Khairul received a scholarship to study digital image processing at the Tokyo Metropolitan University. He obtained his master's degree and doctoral from the university in 2004 and 2007, respectively. He completed his postdoctoral studies at the university in 2008 before returning to Indonesia.

== Academic career ==
Upon graduating from university, Khairul began working at the Grasberg mine in Papua. He then worked as a system engineer at Alcatel Telspace in Jakarta an as a regional manager of Alcatel Enkomindo in Medan. In 1998, he began his academia career as an adjunct lecturer at the Syiah Kuala University, where he would fly to Aceh every Saturday to teach electrical engineering. He resigned and decided to pursue a full-time career as a lecturer in 1999, despite receiving only one-twelfth of his prior wage as a regional manager.

Aside lecturing at the electrical engineering department, Khairul also lectured at the disaster studies and electrical engineering postgraduate major. He also received grants for research in Netherlands, Japan, and Turkey.

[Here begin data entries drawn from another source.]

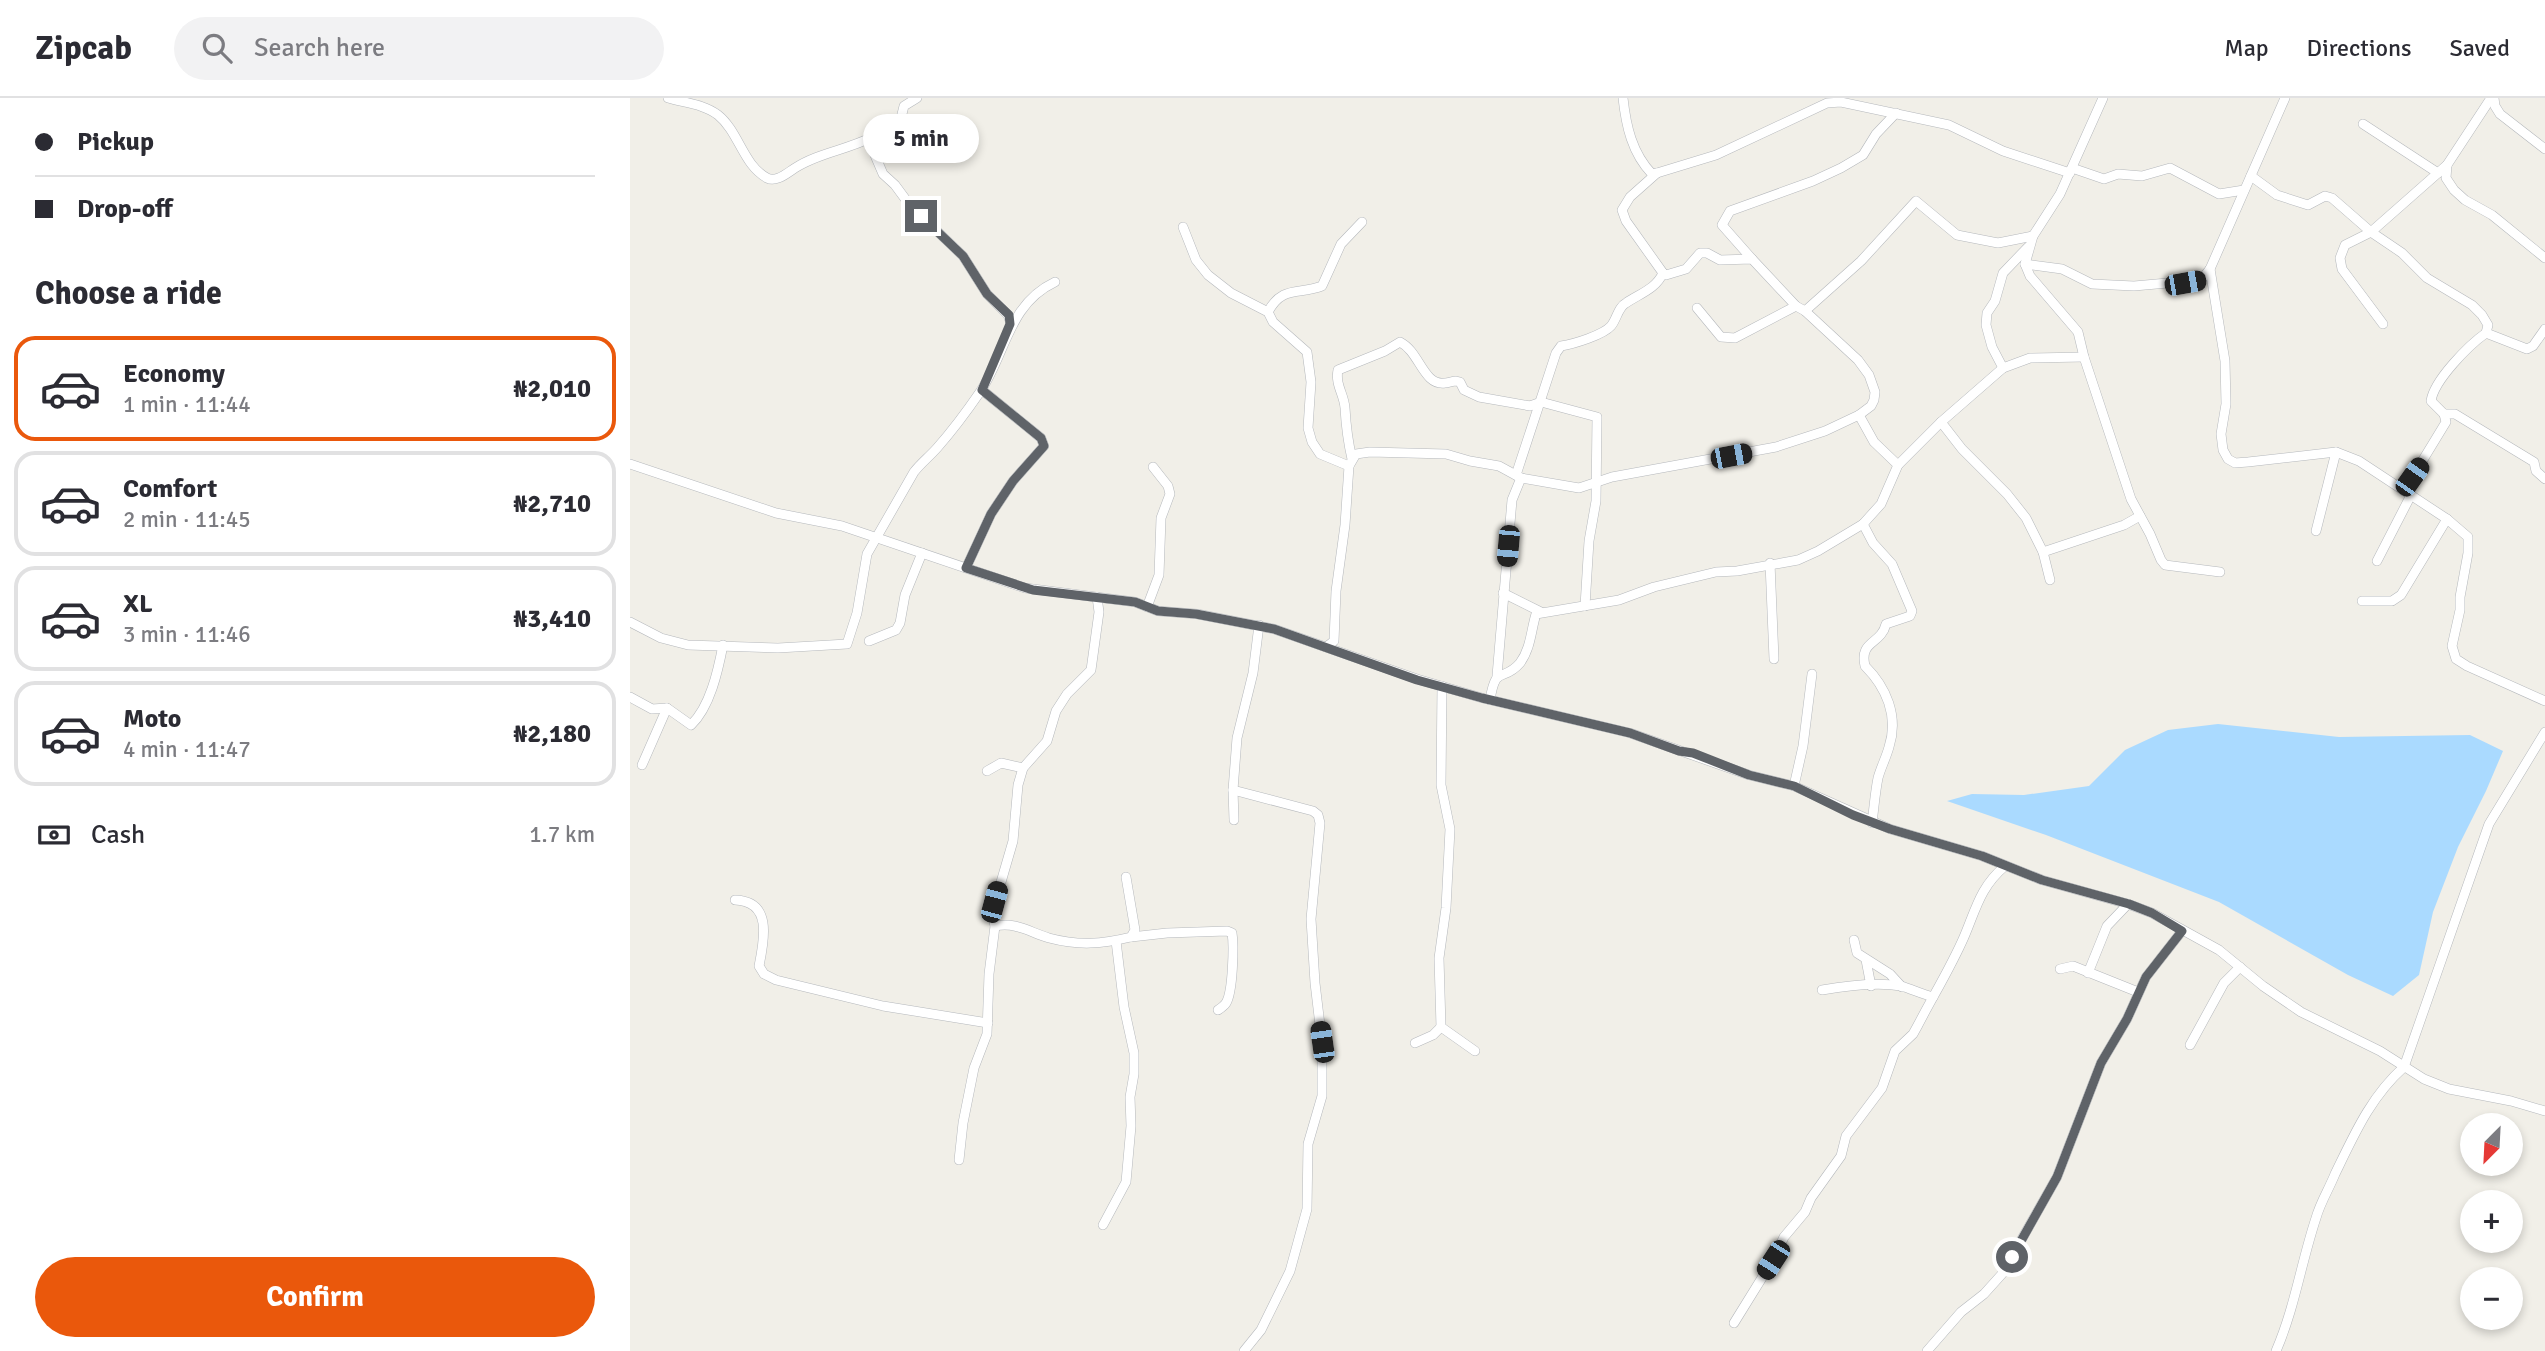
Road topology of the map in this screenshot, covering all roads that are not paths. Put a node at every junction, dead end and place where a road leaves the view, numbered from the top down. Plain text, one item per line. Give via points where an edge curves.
1 (668, 98) edge
2 (917, 98) edge
3 (1623, 98) edge
4 (2103, 98) edge
5 (2285, 98) edge
6 (2492, 98) edge
7 (1896, 113) junction
8 (2363, 124) dead end
9 (868, 139) junction
10 (2545, 149) edge
11 (2447, 165) junction
12 (2071, 170) junction
13 (1657, 173) junction
14 (2438, 173) junction
15 (2251, 176) junction
16 (2245, 190) junction
17 (1362, 222) dead end
18 (1183, 227) dead end
19 (2371, 232) junction
20 (2034, 236) junction
21 (2029, 247) junction
22 (2545, 258) edge
23 (1752, 259) junction
24 (2025, 264) junction
25 (2210, 269) junction
26 (1663, 273) junction
27 (1055, 282) dead end
28 (1796, 306) junction
29 (1697, 307) dead end
30 (1805, 311) junction
31 (1268, 312) junction
32 (1010, 324) junction
33 (2384, 324) dead end
34 (2545, 329) edge
35 (2486, 333) junction
36 (2084, 357) junction
37 (2003, 368) junction
38 (982, 390) junction
39 (1541, 402) junction
40 (2444, 414) junction
41 (1859, 415) junction
42 (1941, 422) junction
43 (2336, 452) junction
44 (1351, 462) junction
45 (630, 464) edge
46 (1898, 465) junction
47 (1153, 467) dead end
48 (1519, 477) junction
49 (2545, 479) edge
50 (1595, 482) junction
51 (2408, 493) junction
52 (2140, 516) junction
53 (2447, 519) junction
54 (1863, 524) junction
55 (2316, 531) dead end
56 (877, 538) junction
57 (2043, 552) junction
58 (922, 553) junction
59 (2377, 561) dead end
60 (1770, 563) junction
61 (966, 568) junction
62 (2220, 572) dead end
63 (2050, 580) dead end
64 (1503, 593) junction
65 (1097, 597) junction
66 (2362, 601) dead end
67 (1585, 606) junction
68 (1147, 607) junction
69 (1541, 612) junction
70 (630, 622) edge
71 (1259, 625) junction
72 (869, 641) dead end
73 (723, 645) junction
74 (1326, 647) junction
75 (1774, 659) dead end
76 (1812, 674) dead end
77 (1497, 676) junction
78 (1443, 686) junction
79 (630, 697) edge
80 (1490, 700) junction
81 (2545, 701) edge
82 (667, 708) junction
83 (2545, 732) edge
84 (642, 765) dead end
85 (1023, 768) junction
86 (987, 771) dead end
87 (1794, 786) junction
88 (1233, 790) junction
89 (1234, 820) dead end
90 (1872, 822) junction
91 (2004, 866) junction
92 (1126, 877) dead end
93 (735, 900) dead end
94 (2129, 904) junction
95 (995, 926) junction
96 (2182, 931) junction
97 (1131, 937) junction
98 (1854, 940) dead end
99 (1116, 941) junction
100 (1866, 960) junction
101 (2240, 967) junction
102 (2060, 969) dead end
103 (2088, 973) junction
104 (1871, 986) junction
105 (1902, 986) junction
106 (1822, 990) dead end
107 (2138, 992) junction
108 (1933, 998) junction
109 (1217, 1010) dead end
110 (988, 1023) junction
111 (1441, 1027) junction
112 (1415, 1043) dead end
113 (2190, 1045) dead end
114 (1475, 1051) dead end
115 (2404, 1067) junction
116 (2545, 1111) edge
117 (959, 1160) dead end
118 (1103, 1225) dead end
119 (1734, 1323) dead end
120 (1244, 1351) edge
121 (1927, 1351) edge
122 (2276, 1351) edge

1 - 9 street via 707,108 719,116 769,180 827,152
2 - 9 street via 904,106 901,118
3 - 13 street via 1630,139 1640,159 1652,174
4 - 12 street
5 - 15 street
6 - 10 street via 2500,114
6 - 11 street
7 - 12 street via 1949,125 2003,151
7 - 13 street via 1827,103 1716,155
7 - 23 street via 1863,155 1841,168 1730,211 1722,225
8 - 14 street
9 - 32 street via 883,174 963,256 987,294 1009,315
11 - 14 street
11 - 22 street via 2446,177 2454,190
12 - 16 street via 2105,179 2170,168 2219,194
12 - 20 street
13 - 26 street via 1630,197 1622,211
14 - 19 street
15 - 16 street
15 - 19 street via 2277,195 2308,205 2332,198
16 - 25 street
17 - 31 street via 1341,244 1322,286 1283,295
18 - 31 street via 1196,260 1208,275
19 - 33 street via 2345,245 2340,258 2342,269
19 - 35 street via 2427,278 2472,305 2488,325
20 - 21 street
20 - 30 street via 1998,243 1957,235 1916,201 1861,261
21 - 24 street
21 - 37 street via 2003,273 1987,313 1992,347
23 - 26 street via 1720,260 1700,253 1686,269
23 - 28 street
24 - 25 street via 2062,269 2092,284 2134,286 2201,281
24 - 36 street via 2078,332
25 - 43 street via 2225,361 2221,434 2226,457 2235,463
26 - 39 street via 1639,298 1625,303 1609,328 1561,346
27 - 32 street via 1039,290
28 - 29 street via 1726,339
28 - 30 street
30 - 41 street via 1869,375 1874,400
31 - 44 street via 1309,359 1308,428 1315,450
32 - 38 street
34 - 35 street via 2527,349
35 - 40 street via 2432,391 2431,401
36 - 37 street via 2030,358
36 - 52 street
37 - 42 street
38 - 56 street via 914,472
38 - 61 street via 1041,438 1044,446 991,514
39 - 44 street via 1530,406 1508,403 1470,394 1456,381 1432,381 1409,346 1400,342 1338,370
39 - 48 street
39 - 50 street via 1597,417
40 - 49 street via 2455,414 2534,462
40 - 51 street via 2442,432
41 - 46 street via 1874,442
41 - 50 street via 1776,447
42 - 46 street
42 - 57 street via 2026,518
43 - 51 street
43 - 55 street
44 - 48 street via 1356,454 1370,452 1446,454 1499,466
44 - 74 street via 1334,641
45 - 56 street via 776,513 823,521
46 - 54 street via 1881,504
47 - 68 street via 1170,494 1160,527 1158,575
48 - 50 street via 1579,488
48 - 64 street via 1512,500
50 - 67 street
51 - 53 street
51 - 59 street
52 - 57 street
52 - 62 street via 2165,565
53 - 66 street via 2401,595 2392,601
53 - 81 street via 2468,537 2452,646 2456,659
54 - 60 street via 1798,560
54 - 90 street via 1892,564 1912,611 1910,616 1886,624 1864,652 1865,666 1889,699 1892,738 1878,778
56 - 58 street
56 - 73 street via 864,563 857,614 847,644
57 - 63 street
58 - 61 street
58 - 72 street via 896,630
60 - 67 street
60 - 75 street
61 - 65 street via 1033,590
64 - 69 street
64 - 77 street
65 - 68 street
65 - 85 street via 1091,670 1067,694 1056,710 1047,741
67 - 69 street
68 - 71 street
69 - 77 street via 1536,614 1518,665
70 - 73 street via 673,642
71 - 74 street
71 - 88 street via 1237,738
73 - 82 street via 699,717 691,725
74 - 78 street
76 - 87 street
77 - 80 street
78 - 80 street
78 - 111 street via 1441,785 1450,829 1439,958
79 - 82 street via 652,709
80 - 87 street via 1630,733
82 - 84 street
83 - 115 street via 2489,824
85 - 86 street via 1001,763
85 - 95 street via 1013,841 992,913
87 - 90 street
88 - 89 street
88 - 120 street via 1313,811 1320,824 1311,919 1322,1096 1308,1144 1307,1209 1290,1271 1261,1329
90 - 91 street
91 - 94 street
91 - 108 street via 1972,911 1965,936
92 - 97 street via 1135,930
93 - 110 street via 754,905 763,920 759,967 776,980 883,1006
94 - 96 street
94 - 103 street via 2107,926
95 - 99 street via 1022,926 1078,943
95 - 110 street
96 - 101 street
96 - 107 street
97 - 99 street
97 - 109 street via 1232,933 1228,999
98 - 100 street via 1857,953
99 - 118 street via 1134,1074 1126,1182
100 - 104 street
100 - 105 street
101 - 113 street via 2224,983
101 - 115 street via 2301,1012
102 - 103 street via 2073,966
103 - 107 street
104 - 105 street
104 - 106 street
105 - 108 street
107 - 121 street via 2101,1063 2057,1177 2002,1274
108 - 119 street via 1913,1034 1895,1051 1882,1088 1846,1136 1841,1156 1784,1237
110 - 117 street via 974,1068
111 - 112 street
111 - 114 street
115 - 116 street via 2449,1089
115 - 122 street via 2372,1103 2316,1215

The government selected him as a promoter for the Master to Doctoral Education Scholarship Programme for Excellent Scholars (PMDSU) programme as well as an assessor for the National Accreditation Board for Higher Education.

Khairul was entrusted to head the electrical engineering major and later the Tsunami and Disaster Mitigation Research Center (TDMRC). Under his leadership, the TDMRC was involved in South-South knowledge exchange and was designated as a Science Center of Excellence by the Minister of Research of Technology. Outside the university, Khairul was the Industry Relation Coordinator at The Institute of Electrical and Electronics Engineers (IEEE) Indonesia Section, deputy chairman of Union of Indonesian Disaster Experts, and a board member of the Association of Indonesian Professors. He left his post as the head of TDMRC on 11 October 2021.

=== Full professorship ===
In August 2019, Khairul was appointed as a full professor in electrical engineering at the Syiah Kuala University. He was inaugurated as a full professor on 26 February 2020 alongside his wife, who also became a full professor on the same occasion. His inaugural speech, titled Development of Smart Devices for Early Detection of Diseases Based on Thermal Imaging and Deep Learning, highlighted his research on thermal imaging, which involves observing objects through thermal sensors or cameras without physical contact.

== Government career ==
On 4 July 2019, Khairul was installed as a member of the technical commission for environment and disaster in the National Research Council (NRC). He was named as the education and cultural attaché at the Indonesian embassy in Dili from November 2020 to early 2021, and for the same position at the Indonesian embassy in London from 2021 to 2024.

On 10 October 2024, Khairul was installed as the director for institutional affairs in the directorate general of higher education. He was appointed to the position after scoring the highest in a selection process held by the Ministry of Education, Culture, Research, and Technology in September 2024. Two months later, he became the acting director general of higher education after the appointment of the previous officeholder, Abdul Haris, to the Coordinating Ministry for Social Empowerment. He assumed the office in a permanent capacity on 6 January 2025.

== Personal life ==
Khairul is married to Fitria Arnia, who is also a full professor in electrical engineering. The couple met while attending an international science conference. At that time, Khairul was a student representing the Sepuluh Nopember Institute of Technology, while Fitria was representing the University of North Sumatra. The couple was the first couple to simultaneously be confirmed as full professors in the university.